敏感性与特异性

敏感性与特异性（精选6篇）

敏感性与特异性 篇1

主动脉夹层(aortic dissection,AD)是指主动脉腔内的血液通过内膜的破裂口进入主动脉壁中层而形成的血肿,是临床上较少见的心血管急症之一,起病危急、进展快、病死率高是其临床特点。其发病机制是各种原因引起内膜撕裂或中膜弹力纤维层病变,血液进入内膜下之中膜内,而造成主动脉腔剥离。传统数字减影血管造影(DSA)是诊断主动脉夹层的金标准,但DSA是一种有创性检查,且费用昂贵,因而限制了其临床应用。多层螺旋CT血管成像(MSCTA)以其无创、经济、简便及强大的后处理功能弥补了这些方面的不足。本文收集了我院AD病例32例,均行MSCTA检查,并运用多种后处理技术,回顾性地分析其影像表现,旨在提高MSCTA对AD的诊断价值。

1 资料与方法

1.1 病例资料

收集我院2007年1月至2009年1月32例主动脉夹层患者,其中男22例,女10例,年龄33~70岁,平均57.5岁,32例患者中有高血压病史24例,动脉粥样硬化20例,马凡综合征2例。临床表现胸背痛22例,疼痛性质为撕裂样或压榨样,伴咳嗽12例,呼吸急促9例,腹痛8例。体检发现3例双上肢血压不等,6例腹部可扪及搏动性包块。

1.2 检查方法

采用SIEMENS16层螺旋CT机,美国Medrad公司生产双筒高压注射器,扫描体位为仰卧横轴位,行平扫及增强扫描,范围从胸廓入口至耻骨联合平面,头足方向扫描,层厚8 mm,扫描参数电压120 k V,电流100 m A,准直器宽度16×1 mm,床速12 mm/s,球管旋转2 r/s,螺距1.25,增强扫描采用高压注射器经肘前静脉注射,对比剂为碘海醇(碘的质量浓度:P(I)=300 g/L),剂量1.3~1.5 m L/kg体重,一般用量为80~100 m L,流率4~4.5 m L/s,对比剂注射完毕后采用相同流率注入生理盐水30~40 m L进行冲洗,扫描延迟时间通过团注追踪法(bolus tracking)确定,在主动脉弓设定感兴趣区(ROI),CT值达到100 HU自动触发扫描,延迟时间20~23 s。

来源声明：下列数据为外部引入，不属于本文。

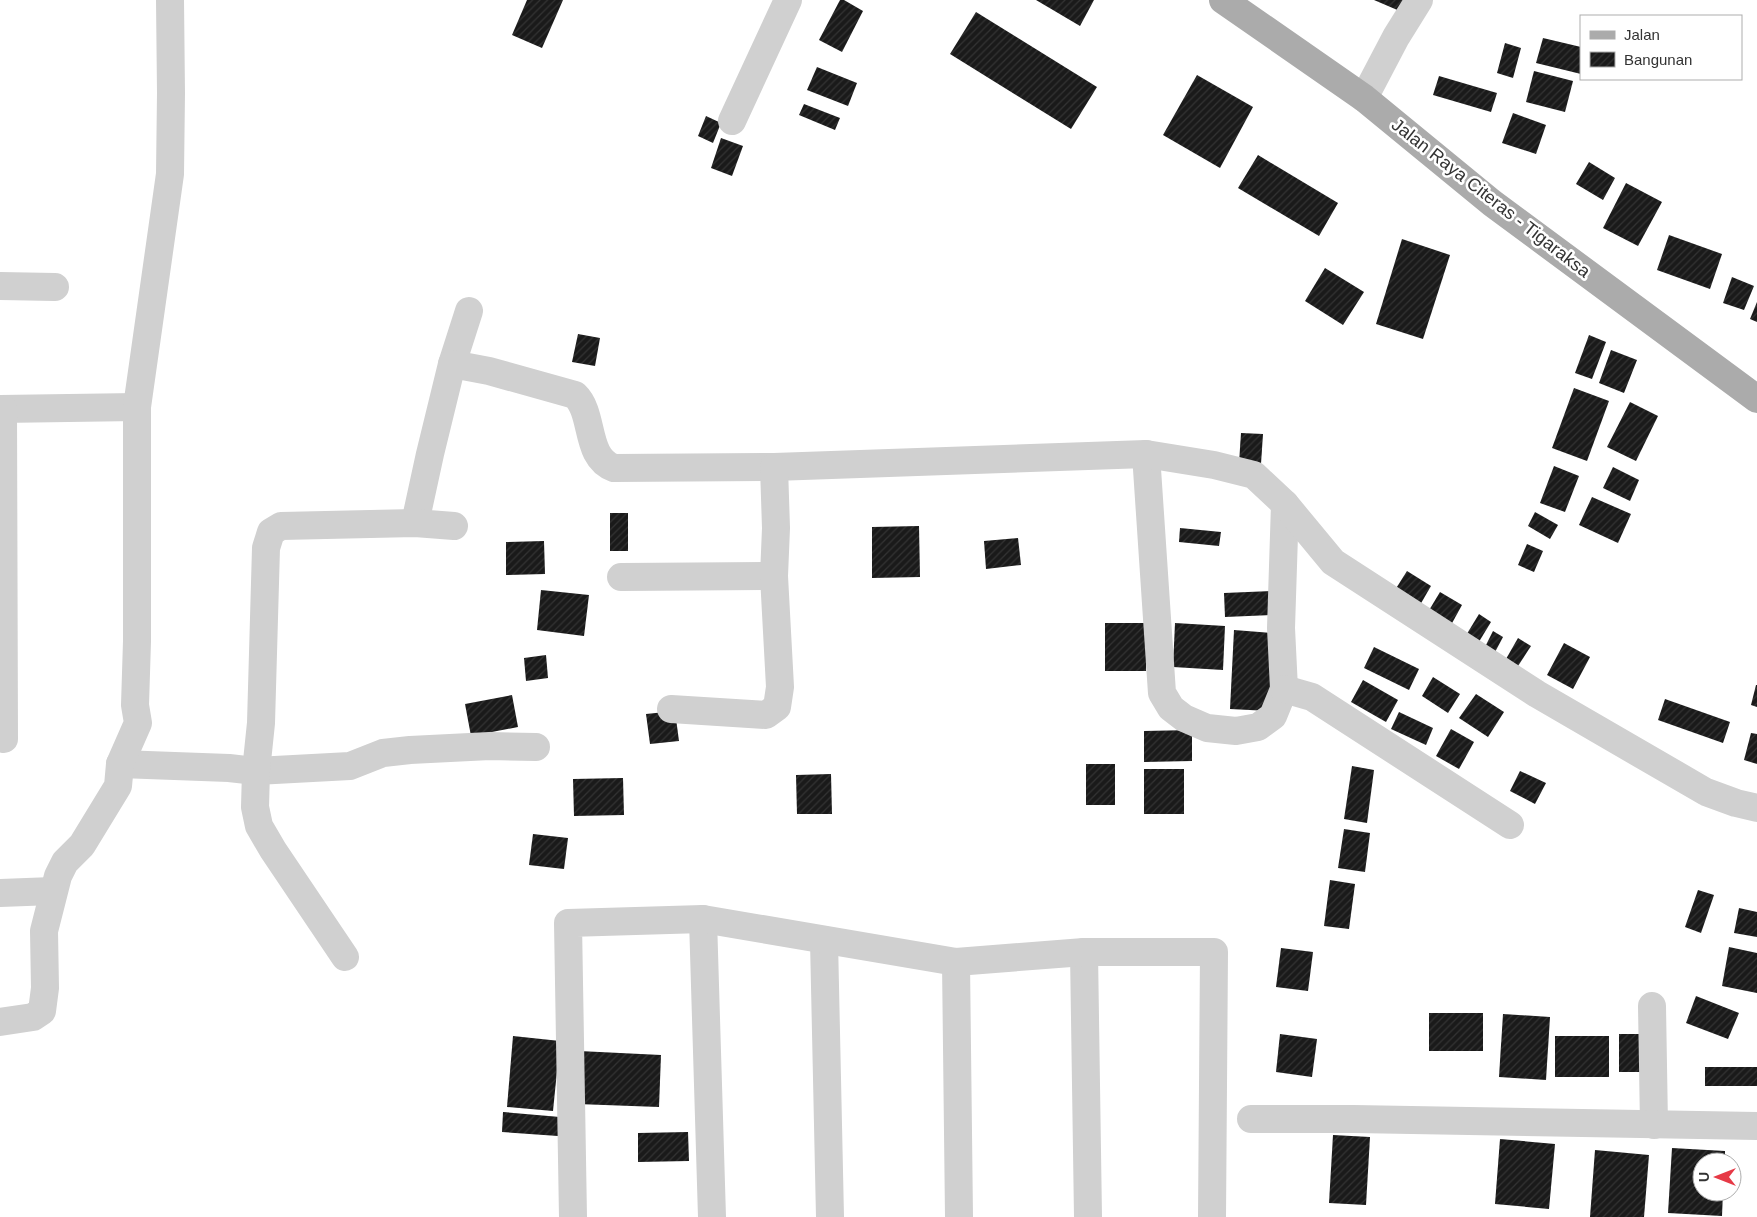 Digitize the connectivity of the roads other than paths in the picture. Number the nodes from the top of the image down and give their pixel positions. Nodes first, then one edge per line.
1 (170, 0) edge
2 (788, 0) edge
3 (1223, 0) edge
4 (1418, 0) edge
5 (1364, 98) junction
6 (732, 122) dead end
7 (0, 286) edge
8 (55, 287) dead end
9 (469, 312) dead end
10 (452, 364) junction
11 (1757, 399) edge
12 (137, 407) junction
13 (2, 409) edge
14 (1146, 454) junction
15 (774, 467) junction
16 (1285, 504) junction
17 (415, 523) junction
18 (454, 526) dead end
19 (774, 576) junction
20 (621, 577) dead end
21 (1284, 690) junction
22 (671, 709) dead end
23 (4, 739) dead end
24 (536, 748) dead end
25 (120, 764) junction
26 (256, 771) junction
27 (1757, 808) edge
28 (1510, 825) dead end
29 (54, 891) junction
30 (0, 893) edge
31 (703, 919) junction
32 (824, 940) junction
33 (1084, 952) junction
34 (345, 957) dead end
35 (956, 962) junction
36 (1652, 1006) dead end
37 (0, 1022) edge
38 (1251, 1119) dead end
39 (1654, 1125) junction
40 (1757, 1126) edge
41 (573, 1217) edge
42 (712, 1217) edge
43 (830, 1217) edge
44 (959, 1217) edge
45 (1088, 1217) edge
46 (1212, 1217) edge

1 - 12 street
2 - 6 street
3 - 5 main road, Jalan Raya Citeras - Tigaraksa
4 - 5 street
5 - 11 main road, Jalan Raya Citeras - Tigaraksa
7 - 8 street
9 - 10 street
10 - 15 street
10 - 17 street
12 - 13 street
12 - 25 street
13 - 23 street
14 - 15 street
14 - 16 street
14 - 21 street
15 - 19 street
16 - 21 street
16 - 27 street
17 - 18 street
17 - 26 street
19 - 20 street
19 - 22 street
21 - 28 street
24 - 26 street
25 - 26 street
25 - 29 street
26 - 34 street
29 - 30 street
29 - 37 street
31 - 32 street
31 - 41 street
31 - 42 street
32 - 35 street
32 - 43 street
33 - 35 street
33 - 45 street
33 - 46 street
35 - 44 street
36 - 39 street
38 - 39 street
39 - 40 street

图像后处理:扫描结束后所有图像传输至AW4.3图像工作站,用层厚1 mm,重建间隔0.75 mm,薄层重建,标准算法。采用3 D和Inspace软件进行图像后处理,后处理技术包括多平面重组(multiplanar reformation,MPR),曲面重组(curved planar reformation,CPR),最大密度投影(maximum intensity projection,MIP)和容积再现(volume rendering,VR)等。

2 结果

CT平扫26例见主动脉增宽,22例主动脉壁见有不规则钙化,CT增强扫描32例病例均清晰显示低密度线样内膜片及破口,内膜片内移均大于5 mm,内膜片将血管腔分为真假两腔(见图1)。

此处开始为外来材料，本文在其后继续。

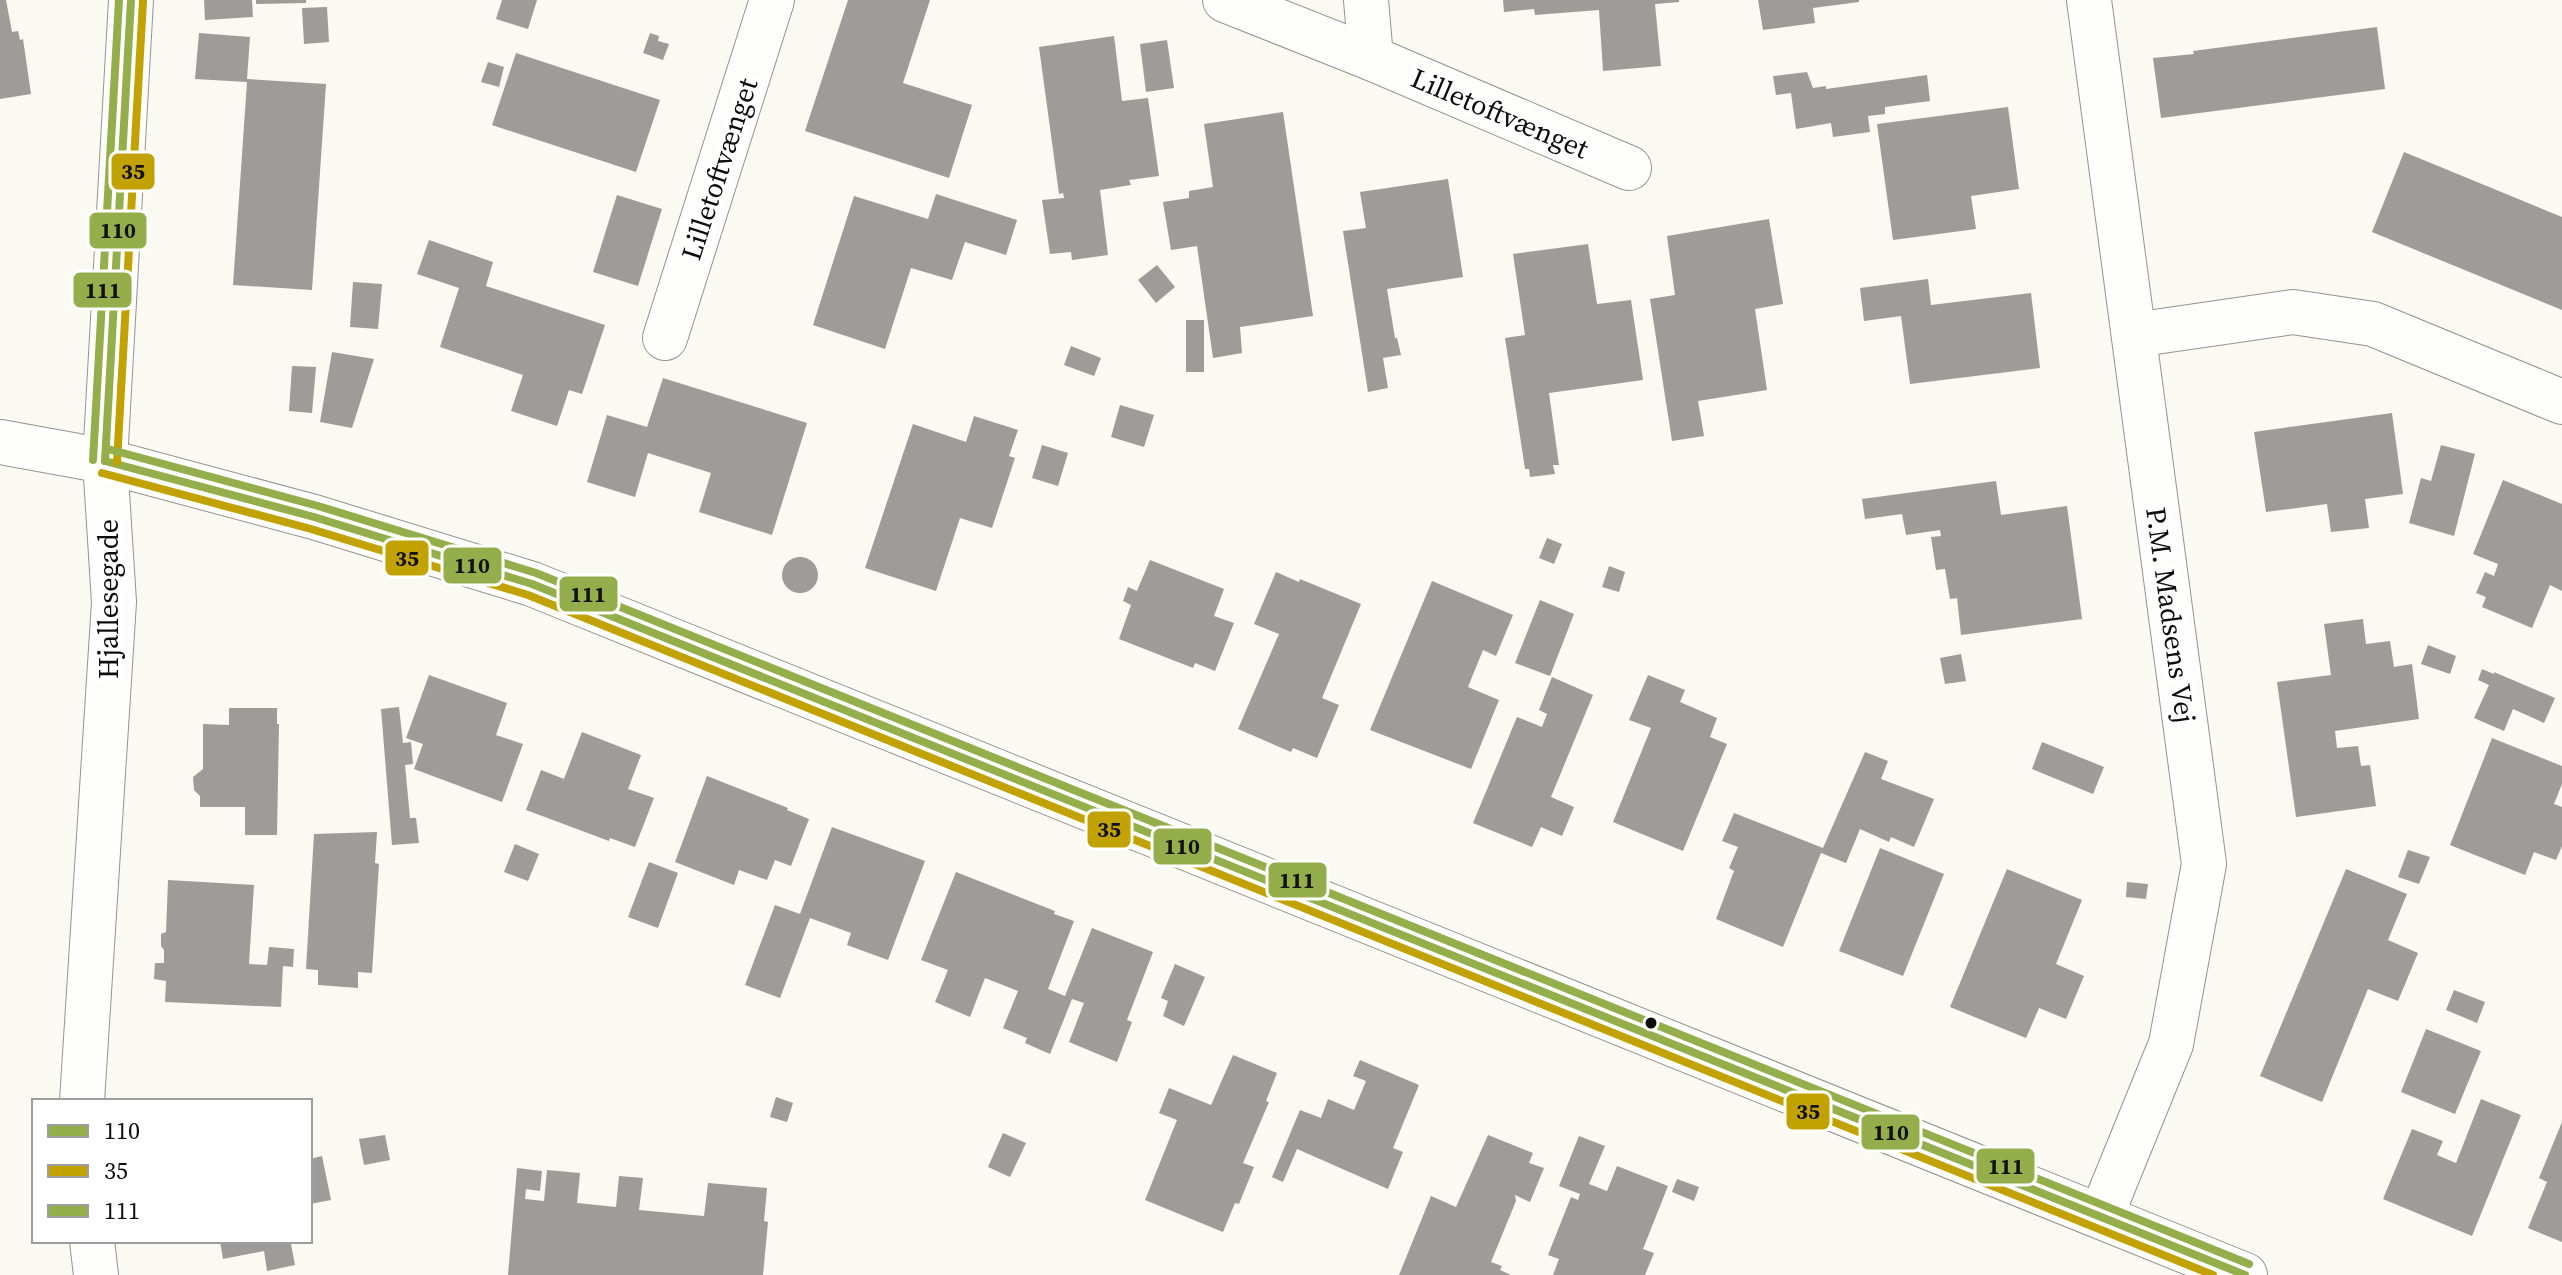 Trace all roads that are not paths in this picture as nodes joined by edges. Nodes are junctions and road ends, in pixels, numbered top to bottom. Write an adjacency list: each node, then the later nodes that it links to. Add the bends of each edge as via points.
1 (131, 0): 12 (street, Hjallesegade)
2 (772, 0): 9 (street, Lilletoftvænget)
3 (1225, 0): 6 (street, Lilletoftvænget)
4 (1366, 0): 6 (street)
5 (2089, 0): 8 (street, P.M. Madsens Vej)
6 (1371, 58): 7 (street, Lilletoftvænget)
7 (1629, 168)
8 (2134, 335): 10 (street, via 2293,312 2373,324); 14 (street, P.M. Madsens Vej, via 2204,864 2171,1044)
9 (665, 338)
10 (2562, 402)
11 (0, 442): 12 (street)
12 (105, 461): 13 (street, Hjallesegade, via 114,602); 14 (street, via 314,517 532,584)
13 (82, 1099)
14 (2101, 1216): 17 (street)
15 (92, 1243): 16 (street)
16 (96, 1275)
17 (2245, 1275)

32例患者均显示了第一破口,MSCTA显示单一破口25例,2个破口5例(见图2),2个以上破口2例。主动脉溃疡5例,附壁血栓8例。主动脉各分支未见受累5例,内膜片累及左锁骨下动脉5例,左颈总及头臂干受累3例,腹腔干动脉2例,肠系膜上动脉5例,肠系膜下动脉2例,髂总动脉5例,4例双侧肾动脉分别起自真、假两腔(见图3,4),1例双侧肾动脉均起自假腔,2例可见肾脏功能明显受损,表现为造影剂灌注明显减低和延迟。AD破裂6例,CT表现为胸、腹腔或心包腔积液影,增强扫描及延迟后可见造影剂渗入其中。32例中按De Backey分型,Ⅰ型8例,Ⅱ型7例,Ⅲ型17例。按Stanford分型,A型15例,B型17例。本组MSCTA的诊断敏感性与特异性均为100%。

3 讨论

主动脉夹层(AD)过去被称为主动脉夹层动脉瘤,现多改称为主动脉夹层血肿,或主动脉夹层分离,简称主动脉夹层。病理基础是内膜与中膜内层形成内膜瓣,内膜瓣将主动脉分成真腔和假腔,真腔常较小,血流速度快,假腔常较大,血流速度慢,且常呈涡流,易形成血栓[1]。其常见形成原因有囊性中膜坏死、高血压、主动脉粥样硬化以及机械力损伤等。目前临床上对主动脉夹层通常采用两种分型方法:De Backey将主动脉夹层分为3型:Ⅰ型夹层起自升主动脉并延至降主动脉,Ⅱ型局限于升主动脉,Ⅲ型夹层起自降主动脉并向远端延伸。此外,Stanford又将主动脉夹层分为两型:凡升主动脉受累者为A型(包括De BackeyⅠ型和Ⅱ型),病变在左锁骨下动脉开口远端为B型(即De BakeyⅢ型)。因Stanford分型简单、实用,目前已得到广大临床和影像医师认可,因此本研究采用Stanford分型法。

3.1 影像诊断

AD的影像诊断较容易,直接征象为撕裂的内膜片内移(大于5 mm)和真假腔,在增强图像上内膜瓣片表现为平直弧形或S形线样低密度影,两端与主动脉相连,但不超过主动脉边缘,为AD的特异表现,间接征象有真腔受压,主动脉壁增厚,血栓形成以及主动脉壁上小龛影和分支异常等。据Khan等[2]报道,利用MSCTA诊断AD时可根据主动脉扩张、真假腔以及钙化内膜片内移大于5 mm等征象作出明确诊断,其敏感性为82%~90%,特异性为99%,本组32例病例敏感性和特异性均达到了100%。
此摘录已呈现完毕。